#### ENTRIES SHOWN

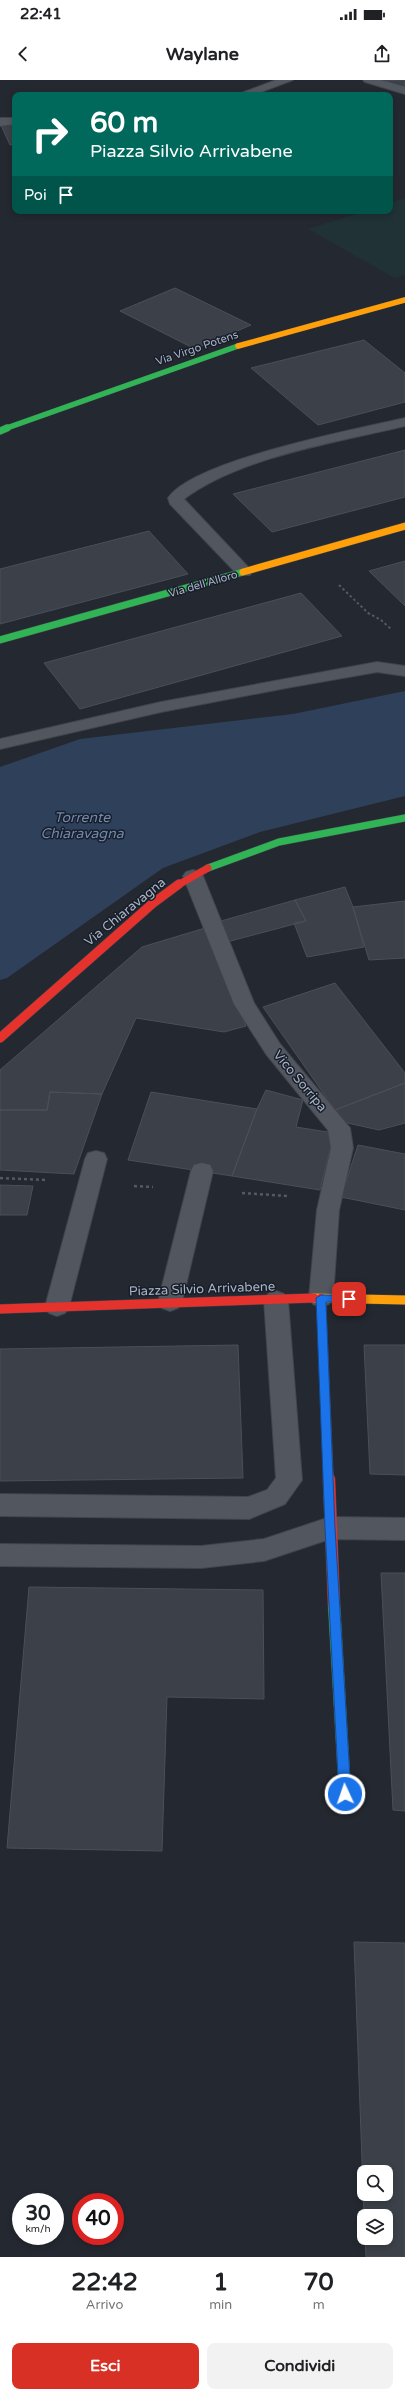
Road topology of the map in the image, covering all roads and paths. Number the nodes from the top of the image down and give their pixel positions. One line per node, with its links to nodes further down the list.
1 (287, 80): 4 (street)
2 (369, 80): 3 (street)
3 (405, 91)
4 (251, 92)
5 (12, 121): 6 (street)
6 (0, 122)
7 (405, 300): 9 (street, Via Virgo Potens)
8 (405, 422): 12 (street)
9 (0, 431)
10 (405, 526): 11 (street, Via dell'Alloro)
11 (303, 555): 12 (street, Via dell'Alloro); 13 (path)
12 (244, 572): 14 (street, Via dell'Alloro)
13 (393, 631)
14 (0, 640)
15 (404, 670): 16 (street)
16 (0, 744)
17 (405, 818): 18 (street, Via Chiaravagna)
18 (193, 876): 19 (street, Via Chiaravagna); 22 (street, Vico Sorripa)
19 (0, 1038)
20 (96, 1159): 26 (street)
21 (202, 1171): 25 (street)
22 (321, 1298): 23 (street, Piazza Silvio Arrivabene); 24 (street, Piazza Silvio Arrivabene); 29 (street)
23 (276, 1300): 25 (street, Piazza Silvio Arrivabene); 28 (street)
24 (405, 1300)
25 (170, 1302): 26 (street, Piazza Silvio Arrivabene)
26 (57, 1307): 27 (street, Piazza Silvio Arrivabene)
27 (0, 1309)
28 (0, 1505)
29 (330, 1528): 30 (street); 31 (street); 32 (street)
30 (405, 1529)
31 (0, 1555)
32 (345, 1794)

########

TRY IT: Any picture found in the records stays out, while everything else is copied exactly.

REPLY:
Road topology of the map in the image, covering all roads and paths. Number the nodes from the top of the image down and give their pixel positions. One line per node, with its links to nodes further down the list.
1 (287, 80): 4 (street)
2 (369, 80): 3 (street)
3 (405, 91)
4 (251, 92)
5 (12, 121): 6 (street)
6 (0, 122)
7 (405, 300): 9 (street, Via Virgo Potens)
8 (405, 422): 12 (street)
9 (0, 431)
10 (405, 526): 11 (street, Via dell'Alloro)
11 (303, 555): 12 (street, Via dell'Alloro); 13 (path)
12 (244, 572): 14 (street, Via dell'Alloro)
13 (393, 631)
14 (0, 640)
15 (404, 670): 16 (street)
16 (0, 744)
17 (405, 818): 18 (street, Via Chiaravagna)
18 (193, 876): 19 (street, Via Chiaravagna); 22 (street, Vico Sorripa)
19 (0, 1038)
20 (96, 1159): 26 (street)
21 (202, 1171): 25 (street)
22 (321, 1298): 23 (street, Piazza Silvio Arrivabene); 24 (street, Piazza Silvio Arrivabene); 29 (street)
23 (276, 1300): 25 (street, Piazza Silvio Arrivabene); 28 (street)
24 (405, 1300)
25 (170, 1302): 26 (street, Piazza Silvio Arrivabene)
26 (57, 1307): 27 (street, Piazza Silvio Arrivabene)
27 (0, 1309)
28 (0, 1505)
29 (330, 1528): 30 (street); 31 (street); 32 (street)
30 (405, 1529)
31 (0, 1555)
32 (345, 1794)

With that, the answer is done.